+++ Source information

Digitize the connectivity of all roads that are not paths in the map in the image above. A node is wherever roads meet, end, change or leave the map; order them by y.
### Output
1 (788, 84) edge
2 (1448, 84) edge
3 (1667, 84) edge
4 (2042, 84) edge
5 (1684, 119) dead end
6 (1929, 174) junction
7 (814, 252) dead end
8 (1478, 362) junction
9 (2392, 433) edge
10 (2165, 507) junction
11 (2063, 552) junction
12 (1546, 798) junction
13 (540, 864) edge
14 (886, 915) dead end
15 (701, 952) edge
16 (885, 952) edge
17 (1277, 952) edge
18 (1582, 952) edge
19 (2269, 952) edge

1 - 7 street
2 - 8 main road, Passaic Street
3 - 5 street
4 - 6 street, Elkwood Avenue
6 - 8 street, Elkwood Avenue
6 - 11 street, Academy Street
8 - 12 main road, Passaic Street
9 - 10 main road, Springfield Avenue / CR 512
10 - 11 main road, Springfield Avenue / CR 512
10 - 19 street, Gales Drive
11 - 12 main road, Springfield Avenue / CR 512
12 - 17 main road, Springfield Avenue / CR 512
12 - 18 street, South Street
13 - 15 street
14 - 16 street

++++++
+++ Source information

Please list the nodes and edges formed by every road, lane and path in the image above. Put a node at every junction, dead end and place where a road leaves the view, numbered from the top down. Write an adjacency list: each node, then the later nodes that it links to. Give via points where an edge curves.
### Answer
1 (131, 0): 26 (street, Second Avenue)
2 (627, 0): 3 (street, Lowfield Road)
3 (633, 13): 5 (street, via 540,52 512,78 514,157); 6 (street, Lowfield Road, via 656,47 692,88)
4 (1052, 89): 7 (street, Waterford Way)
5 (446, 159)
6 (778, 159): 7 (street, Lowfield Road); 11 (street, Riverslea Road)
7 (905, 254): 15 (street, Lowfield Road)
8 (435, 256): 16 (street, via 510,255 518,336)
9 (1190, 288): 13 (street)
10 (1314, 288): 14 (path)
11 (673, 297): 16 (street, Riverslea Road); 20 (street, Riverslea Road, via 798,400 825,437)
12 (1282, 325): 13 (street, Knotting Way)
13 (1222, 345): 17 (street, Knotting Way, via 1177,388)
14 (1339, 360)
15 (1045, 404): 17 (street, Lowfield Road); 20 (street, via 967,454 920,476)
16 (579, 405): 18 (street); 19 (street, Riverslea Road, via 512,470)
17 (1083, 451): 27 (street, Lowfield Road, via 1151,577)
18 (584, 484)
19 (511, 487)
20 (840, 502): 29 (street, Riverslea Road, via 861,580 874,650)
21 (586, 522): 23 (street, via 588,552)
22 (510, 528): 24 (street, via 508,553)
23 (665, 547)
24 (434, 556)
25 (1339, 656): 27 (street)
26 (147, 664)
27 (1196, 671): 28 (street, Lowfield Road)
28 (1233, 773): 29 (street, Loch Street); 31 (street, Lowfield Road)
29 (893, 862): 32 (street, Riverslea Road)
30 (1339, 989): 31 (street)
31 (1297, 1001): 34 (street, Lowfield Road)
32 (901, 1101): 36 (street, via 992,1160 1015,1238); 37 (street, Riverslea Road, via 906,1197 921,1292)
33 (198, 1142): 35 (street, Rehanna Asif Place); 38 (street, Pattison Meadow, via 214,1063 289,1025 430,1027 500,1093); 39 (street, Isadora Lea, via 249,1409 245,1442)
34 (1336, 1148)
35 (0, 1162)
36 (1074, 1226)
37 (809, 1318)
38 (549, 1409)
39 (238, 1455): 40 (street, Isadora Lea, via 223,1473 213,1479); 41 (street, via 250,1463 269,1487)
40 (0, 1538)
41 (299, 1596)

++++++

#### Try it:
The lines holding the word "image" are the answer. Pull them out of the records and copy them.

#### Solution to this task:
Digitize the connectivity of all roads that are not paths in the map in the image above. A node is wherever roads meet, end, change or leave the map; order them by y.
Please list the nodes and edges formed by every road, lane and path in the image above. Put a node at every junction, dead end and place where a road leaves the view, numbered from the top down. Write an adjacency list: each node, then the later nodes that it links to. Give via points where an edge curves.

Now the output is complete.